Good Ideas come from strange places. This one popped up on the Facebook feed of one of my parents’ longtime friends, who I still keep in touch with because she’s one of the few links back to that part of my life. I certainly don’t consult with churches and I didn’t know a church consultant was a thing, but this article hit pretty well on the kinds of issues that I have seen hobble communities and kill organizations.
Swap out your type of organization or community for the word “church,” and you’ll see what I mean:
- The church refused to look like the community. The community began a transition toward a lower socioeconomic class thirty years ago, but the church members had no desire to reach the new residents. The congregation thus became an island of middle-class members in a sea of lower-class residents.
- The church had no community-focused ministries. This part of the autopsy may seem to be stating the obvious, but I wanted to be certain. My friend affirmed my suspicions. There was no attempt to reach the community.
- Members became more focused on memorials. Do not hear my statement as a criticism of memorials. Indeed, I recently funded a memorial in memory of my late grandson. The memorials at the church were chairs, tables, rooms, and other places where a neat plaque could be placed. The point is that the memorials became an obsession at the church. More and more emphasis was placed on the past.
- The percentage of the budget for members’ needs kept increasing. At the church’s death, the percentage was over 98 percent.
- There were no evangelistic emphases. When a church loses its passion to reach the lost, the congregation begins to die.
- The members had more and more arguments about what they wanted. As the church continued to decline toward death, the inward focus of the members turned caustic. Arguments were more frequent; business meetings became more acrimonious.
- With few exceptions, pastoral tenure grew shorter and shorter. The church had seven pastors in its final ten years. The last three pastors were bi-vocational. All of the seven pastors left discouraged.
- The church rarely prayed together. In its last eight years, the only time of corporate prayer was a three-minute period in the Sunday worship service. Prayers were always limited to members, their friends and families, and their physical needs.
- The church had no clarity as to why it existed. There was no vision, no mission, and no purpose.
- The members idolized another era. All of the active members were over the age of 67 the last six years of the church. And they all remembered fondly, to the point of idolatry, was the era of the 1970s. They saw their future to be returning to the past.
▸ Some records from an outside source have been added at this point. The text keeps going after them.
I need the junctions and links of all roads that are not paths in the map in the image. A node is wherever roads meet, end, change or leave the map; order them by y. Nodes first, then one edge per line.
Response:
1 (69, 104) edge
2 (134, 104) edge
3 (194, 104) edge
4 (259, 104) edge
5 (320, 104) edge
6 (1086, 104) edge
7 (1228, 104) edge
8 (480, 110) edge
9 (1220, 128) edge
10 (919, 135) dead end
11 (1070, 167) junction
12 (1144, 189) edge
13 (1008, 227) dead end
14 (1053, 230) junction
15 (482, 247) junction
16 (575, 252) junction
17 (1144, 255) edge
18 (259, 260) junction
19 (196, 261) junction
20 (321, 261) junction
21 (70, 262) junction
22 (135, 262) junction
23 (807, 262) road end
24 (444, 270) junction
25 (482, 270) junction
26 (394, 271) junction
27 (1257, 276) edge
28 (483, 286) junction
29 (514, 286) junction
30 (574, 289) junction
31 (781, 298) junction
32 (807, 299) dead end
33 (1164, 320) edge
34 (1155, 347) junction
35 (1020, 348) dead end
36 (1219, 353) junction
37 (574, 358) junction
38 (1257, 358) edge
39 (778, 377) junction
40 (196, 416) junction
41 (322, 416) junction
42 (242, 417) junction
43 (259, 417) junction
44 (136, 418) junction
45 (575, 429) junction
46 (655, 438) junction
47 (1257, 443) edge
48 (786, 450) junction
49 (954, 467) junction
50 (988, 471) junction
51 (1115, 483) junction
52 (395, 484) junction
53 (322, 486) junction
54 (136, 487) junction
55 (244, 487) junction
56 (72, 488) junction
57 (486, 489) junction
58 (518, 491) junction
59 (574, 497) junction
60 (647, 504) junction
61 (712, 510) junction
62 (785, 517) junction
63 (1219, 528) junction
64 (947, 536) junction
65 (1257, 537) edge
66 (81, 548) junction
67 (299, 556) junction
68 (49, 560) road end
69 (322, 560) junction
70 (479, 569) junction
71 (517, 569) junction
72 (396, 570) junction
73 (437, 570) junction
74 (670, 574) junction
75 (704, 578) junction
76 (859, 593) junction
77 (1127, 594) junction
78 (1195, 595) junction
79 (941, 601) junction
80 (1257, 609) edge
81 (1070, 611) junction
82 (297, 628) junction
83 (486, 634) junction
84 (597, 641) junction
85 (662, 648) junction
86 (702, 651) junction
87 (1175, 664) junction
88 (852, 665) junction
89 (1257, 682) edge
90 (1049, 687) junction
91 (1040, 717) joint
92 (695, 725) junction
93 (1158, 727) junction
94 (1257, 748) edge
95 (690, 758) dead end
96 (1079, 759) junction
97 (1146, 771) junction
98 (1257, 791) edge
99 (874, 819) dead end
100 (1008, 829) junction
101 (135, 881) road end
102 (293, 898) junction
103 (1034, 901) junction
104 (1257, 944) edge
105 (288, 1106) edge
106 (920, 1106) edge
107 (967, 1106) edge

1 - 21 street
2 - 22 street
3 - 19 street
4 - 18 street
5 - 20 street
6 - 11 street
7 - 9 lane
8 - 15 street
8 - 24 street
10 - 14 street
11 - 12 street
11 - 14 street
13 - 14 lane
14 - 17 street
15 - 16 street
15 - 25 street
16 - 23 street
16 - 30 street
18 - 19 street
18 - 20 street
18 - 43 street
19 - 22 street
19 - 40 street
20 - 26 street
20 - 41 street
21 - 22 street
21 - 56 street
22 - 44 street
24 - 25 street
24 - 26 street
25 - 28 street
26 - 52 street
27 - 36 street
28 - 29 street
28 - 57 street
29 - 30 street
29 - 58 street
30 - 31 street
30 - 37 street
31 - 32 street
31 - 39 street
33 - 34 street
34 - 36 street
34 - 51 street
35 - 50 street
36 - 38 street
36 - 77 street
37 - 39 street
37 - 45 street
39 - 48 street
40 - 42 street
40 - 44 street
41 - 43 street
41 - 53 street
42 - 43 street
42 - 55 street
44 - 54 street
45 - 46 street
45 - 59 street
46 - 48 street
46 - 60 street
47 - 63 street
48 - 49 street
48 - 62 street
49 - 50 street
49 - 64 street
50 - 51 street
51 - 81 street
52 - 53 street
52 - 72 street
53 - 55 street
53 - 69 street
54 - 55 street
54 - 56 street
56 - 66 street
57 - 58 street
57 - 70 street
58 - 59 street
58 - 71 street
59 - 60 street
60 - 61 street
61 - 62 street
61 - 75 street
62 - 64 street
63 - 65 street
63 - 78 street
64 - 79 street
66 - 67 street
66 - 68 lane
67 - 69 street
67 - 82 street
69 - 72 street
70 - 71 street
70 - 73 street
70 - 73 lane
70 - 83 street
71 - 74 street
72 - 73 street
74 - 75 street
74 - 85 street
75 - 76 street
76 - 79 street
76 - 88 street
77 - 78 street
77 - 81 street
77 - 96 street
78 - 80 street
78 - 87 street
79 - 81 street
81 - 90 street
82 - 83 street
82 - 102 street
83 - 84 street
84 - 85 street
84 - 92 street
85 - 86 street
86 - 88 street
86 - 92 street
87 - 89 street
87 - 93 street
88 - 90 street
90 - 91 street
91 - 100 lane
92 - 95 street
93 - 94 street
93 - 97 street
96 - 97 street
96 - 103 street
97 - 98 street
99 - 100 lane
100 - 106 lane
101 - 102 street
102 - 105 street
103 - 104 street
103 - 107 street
- The facilities continued to deteriorate. It wasn’t really a financial issue. Instead, the members failed to see the continuous deterioration of the church building. Simple stated, they no longer had “outsider eyes.”
Most of this comes down to becoming self-focused, and refusing to examine the potential need for change. Coming from a planning background, I thought the last one was particularly insightful, too. Communities so easily lose the “outsider eye,” and fail to see the faded signs and the broken guardrails and the weeds in the medians, even when they have the capacity to get it cleaned up. If you’re living in the 1970s, sometimes you see your community’s physical appearance throuh 1970s eyes, too.